Please retype the records below exactly as they stand.

RECORDS SUPPLIED: Begin

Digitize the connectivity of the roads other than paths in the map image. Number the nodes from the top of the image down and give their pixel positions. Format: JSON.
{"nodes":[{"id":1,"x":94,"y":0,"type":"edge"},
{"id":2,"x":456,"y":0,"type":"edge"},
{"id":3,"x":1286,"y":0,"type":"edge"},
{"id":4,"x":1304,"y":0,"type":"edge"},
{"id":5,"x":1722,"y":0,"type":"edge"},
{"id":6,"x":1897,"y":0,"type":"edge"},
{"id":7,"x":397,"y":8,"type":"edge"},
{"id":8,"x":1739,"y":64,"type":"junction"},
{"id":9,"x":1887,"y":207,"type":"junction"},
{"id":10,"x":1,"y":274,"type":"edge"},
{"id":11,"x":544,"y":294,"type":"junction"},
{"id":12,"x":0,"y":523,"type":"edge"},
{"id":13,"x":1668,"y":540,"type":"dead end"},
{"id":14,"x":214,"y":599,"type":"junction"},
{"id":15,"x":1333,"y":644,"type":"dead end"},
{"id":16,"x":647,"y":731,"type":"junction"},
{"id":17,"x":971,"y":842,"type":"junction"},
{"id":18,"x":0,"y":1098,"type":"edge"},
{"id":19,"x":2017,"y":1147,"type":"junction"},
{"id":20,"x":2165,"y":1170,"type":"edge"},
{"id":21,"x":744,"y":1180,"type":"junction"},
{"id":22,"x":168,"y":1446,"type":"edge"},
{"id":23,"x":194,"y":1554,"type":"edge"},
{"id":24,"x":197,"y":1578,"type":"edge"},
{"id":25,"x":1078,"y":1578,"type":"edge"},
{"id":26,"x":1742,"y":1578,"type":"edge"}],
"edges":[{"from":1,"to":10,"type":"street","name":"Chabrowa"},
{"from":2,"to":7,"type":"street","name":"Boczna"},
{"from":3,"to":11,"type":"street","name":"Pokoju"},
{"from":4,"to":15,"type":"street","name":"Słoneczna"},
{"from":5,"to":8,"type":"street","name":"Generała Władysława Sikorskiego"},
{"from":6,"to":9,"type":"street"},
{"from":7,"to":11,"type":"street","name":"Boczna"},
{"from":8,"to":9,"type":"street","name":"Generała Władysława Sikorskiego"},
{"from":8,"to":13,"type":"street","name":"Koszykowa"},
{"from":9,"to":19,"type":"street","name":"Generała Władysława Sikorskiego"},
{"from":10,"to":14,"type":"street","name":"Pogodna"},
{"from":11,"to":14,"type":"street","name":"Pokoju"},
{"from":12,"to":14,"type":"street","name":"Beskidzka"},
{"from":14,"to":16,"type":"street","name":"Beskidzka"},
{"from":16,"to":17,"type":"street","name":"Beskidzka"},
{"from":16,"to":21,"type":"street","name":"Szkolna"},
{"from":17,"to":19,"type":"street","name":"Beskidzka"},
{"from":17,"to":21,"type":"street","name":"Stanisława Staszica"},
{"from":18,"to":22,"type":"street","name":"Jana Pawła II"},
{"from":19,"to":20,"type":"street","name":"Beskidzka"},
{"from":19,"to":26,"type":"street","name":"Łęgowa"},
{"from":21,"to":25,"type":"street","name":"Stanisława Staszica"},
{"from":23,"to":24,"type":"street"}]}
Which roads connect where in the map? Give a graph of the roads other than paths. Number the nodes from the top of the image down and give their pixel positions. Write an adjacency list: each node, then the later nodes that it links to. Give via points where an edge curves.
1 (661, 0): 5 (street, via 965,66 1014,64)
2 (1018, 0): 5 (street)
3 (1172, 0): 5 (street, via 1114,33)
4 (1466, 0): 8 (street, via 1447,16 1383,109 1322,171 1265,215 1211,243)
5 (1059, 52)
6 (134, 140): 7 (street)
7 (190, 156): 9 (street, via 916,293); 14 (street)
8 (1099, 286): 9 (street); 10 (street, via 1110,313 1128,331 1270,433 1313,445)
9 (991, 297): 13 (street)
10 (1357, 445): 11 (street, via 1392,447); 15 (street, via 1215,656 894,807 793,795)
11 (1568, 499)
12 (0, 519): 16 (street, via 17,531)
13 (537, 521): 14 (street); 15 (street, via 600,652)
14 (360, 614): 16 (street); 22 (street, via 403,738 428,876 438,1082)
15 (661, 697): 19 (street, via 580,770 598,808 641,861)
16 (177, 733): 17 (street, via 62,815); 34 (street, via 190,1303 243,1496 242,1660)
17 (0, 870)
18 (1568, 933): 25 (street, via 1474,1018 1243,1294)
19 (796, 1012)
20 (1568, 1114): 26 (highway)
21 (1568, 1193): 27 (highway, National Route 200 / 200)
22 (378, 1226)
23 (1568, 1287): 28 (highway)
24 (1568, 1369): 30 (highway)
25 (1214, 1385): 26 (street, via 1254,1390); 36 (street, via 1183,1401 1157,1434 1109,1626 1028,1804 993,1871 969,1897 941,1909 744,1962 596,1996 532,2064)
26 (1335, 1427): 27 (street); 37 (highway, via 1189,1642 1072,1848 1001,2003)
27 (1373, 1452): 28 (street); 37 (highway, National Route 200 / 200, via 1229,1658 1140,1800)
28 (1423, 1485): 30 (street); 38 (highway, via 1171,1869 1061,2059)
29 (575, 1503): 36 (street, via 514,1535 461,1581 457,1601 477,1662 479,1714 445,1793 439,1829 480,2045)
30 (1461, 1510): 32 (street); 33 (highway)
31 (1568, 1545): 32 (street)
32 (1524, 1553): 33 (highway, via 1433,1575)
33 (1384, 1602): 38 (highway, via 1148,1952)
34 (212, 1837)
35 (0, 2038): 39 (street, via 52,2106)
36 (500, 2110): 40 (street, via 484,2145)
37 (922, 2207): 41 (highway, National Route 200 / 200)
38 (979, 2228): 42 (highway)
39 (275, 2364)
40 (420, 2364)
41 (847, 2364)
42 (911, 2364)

RECORDS SUPPLIED: End

ANSWER TO THE EXERCISE
Digitize the connectivity of the roads other than paths in the map image. Number the nodes from the top of the image down and give their pixel positions. Format: JSON.
{"nodes":[{"id":1,"x":94,"y":0,"type":"edge"},
{"id":2,"x":456,"y":0,"type":"edge"},
{"id":3,"x":1286,"y":0,"type":"edge"},
{"id":4,"x":1304,"y":0,"type":"edge"},
{"id":5,"x":1722,"y":0,"type":"edge"},
{"id":6,"x":1897,"y":0,"type":"edge"},
{"id":7,"x":397,"y":8,"type":"edge"},
{"id":8,"x":1739,"y":64,"type":"junction"},
{"id":9,"x":1887,"y":207,"type":"junction"},
{"id":10,"x":1,"y":274,"type":"edge"},
{"id":11,"x":544,"y":294,"type":"junction"},
{"id":12,"x":0,"y":523,"type":"edge"},
{"id":13,"x":1668,"y":540,"type":"dead end"},
{"id":14,"x":214,"y":599,"type":"junction"},
{"id":15,"x":1333,"y":644,"type":"dead end"},
{"id":16,"x":647,"y":731,"type":"junction"},
{"id":17,"x":971,"y":842,"type":"junction"},
{"id":18,"x":0,"y":1098,"type":"edge"},
{"id":19,"x":2017,"y":1147,"type":"junction"},
{"id":20,"x":2165,"y":1170,"type":"edge"},
{"id":21,"x":744,"y":1180,"type":"junction"},
{"id":22,"x":168,"y":1446,"type":"edge"},
{"id":23,"x":194,"y":1554,"type":"edge"},
{"id":24,"x":197,"y":1578,"type":"edge"},
{"id":25,"x":1078,"y":1578,"type":"edge"},
{"id":26,"x":1742,"y":1578,"type":"edge"}],
"edges":[{"from":1,"to":10,"type":"street","name":"Chabrowa"},
{"from":2,"to":7,"type":"street","name":"Boczna"},
{"from":3,"to":11,"type":"street","name":"Pokoju"},
{"from":4,"to":15,"type":"street","name":"Słoneczna"},
{"from":5,"to":8,"type":"street","name":"Generała Władysława Sikorskiego"},
{"from":6,"to":9,"type":"street"},
{"from":7,"to":11,"type":"street","name":"Boczna"},
{"from":8,"to":9,"type":"street","name":"Generała Władysława Sikorskiego"},
{"from":8,"to":13,"type":"street","name":"Koszykowa"},
{"from":9,"to":19,"type":"street","name":"Generała Władysława Sikorskiego"},
{"from":10,"to":14,"type":"street","name":"Pogodna"},
{"from":11,"to":14,"type":"street","name":"Pokoju"},
{"from":12,"to":14,"type":"street","name":"Beskidzka"},
{"from":14,"to":16,"type":"street","name":"Beskidzka"},
{"from":16,"to":17,"type":"street","name":"Beskidzka"},
{"from":16,"to":21,"type":"street","name":"Szkolna"},
{"from":17,"to":19,"type":"street","name":"Beskidzka"},
{"from":17,"to":21,"type":"street","name":"Stanisława Staszica"},
{"from":18,"to":22,"type":"street","name":"Jana Pawła II"},
{"from":19,"to":20,"type":"street","name":"Beskidzka"},
{"from":19,"to":26,"type":"street","name":"Łęgowa"},
{"from":21,"to":25,"type":"street","name":"Stanisława Staszica"},
{"from":23,"to":24,"type":"street"}]}
Which roads connect where in the map? Give a graph of the roads other than paths. Number the nodes from the top of the image down and give their pixel positions. Write an adjacency list: each node, then the later nodes that it links to. Give via points where an edge curves.
1 (661, 0): 5 (street, via 965,66 1014,64)
2 (1018, 0): 5 (street)
3 (1172, 0): 5 (street, via 1114,33)
4 (1466, 0): 8 (street, via 1447,16 1383,109 1322,171 1265,215 1211,243)
5 (1059, 52)
6 (134, 140): 7 (street)
7 (190, 156): 9 (street, via 916,293); 14 (street)
8 (1099, 286): 9 (street); 10 (street, via 1110,313 1128,331 1270,433 1313,445)
9 (991, 297): 13 (street)
10 (1357, 445): 11 (street, via 1392,447); 15 (street, via 1215,656 894,807 793,795)
11 (1568, 499)
12 (0, 519): 16 (street, via 17,531)
13 (537, 521): 14 (street); 15 (street, via 600,652)
14 (360, 614): 16 (street); 22 (street, via 403,738 428,876 438,1082)
15 (661, 697): 19 (street, via 580,770 598,808 641,861)
16 (177, 733): 17 (street, via 62,815); 34 (street, via 190,1303 243,1496 242,1660)
17 (0, 870)
18 (1568, 933): 25 (street, via 1474,1018 1243,1294)
19 (796, 1012)
20 (1568, 1114): 26 (highway)
21 (1568, 1193): 27 (highway, National Route 200 / 200)
22 (378, 1226)
23 (1568, 1287): 28 (highway)
24 (1568, 1369): 30 (highway)
25 (1214, 1385): 26 (street, via 1254,1390); 36 (street, via 1183,1401 1157,1434 1109,1626 1028,1804 993,1871 969,1897 941,1909 744,1962 596,1996 532,2064)
26 (1335, 1427): 27 (street); 37 (highway, via 1189,1642 1072,1848 1001,2003)
27 (1373, 1452): 28 (street); 37 (highway, National Route 200 / 200, via 1229,1658 1140,1800)
28 (1423, 1485): 30 (street); 38 (highway, via 1171,1869 1061,2059)
29 (575, 1503): 36 (street, via 514,1535 461,1581 457,1601 477,1662 479,1714 445,1793 439,1829 480,2045)
30 (1461, 1510): 32 (street); 33 (highway)
31 (1568, 1545): 32 (street)
32 (1524, 1553): 33 (highway, via 1433,1575)
33 (1384, 1602): 38 (highway, via 1148,1952)
34 (212, 1837)
35 (0, 2038): 39 (street, via 52,2106)
36 (500, 2110): 40 (street, via 484,2145)
37 (922, 2207): 41 (highway, National Route 200 / 200)
38 (979, 2228): 42 (highway)
39 (275, 2364)
40 (420, 2364)
41 (847, 2364)
42 (911, 2364)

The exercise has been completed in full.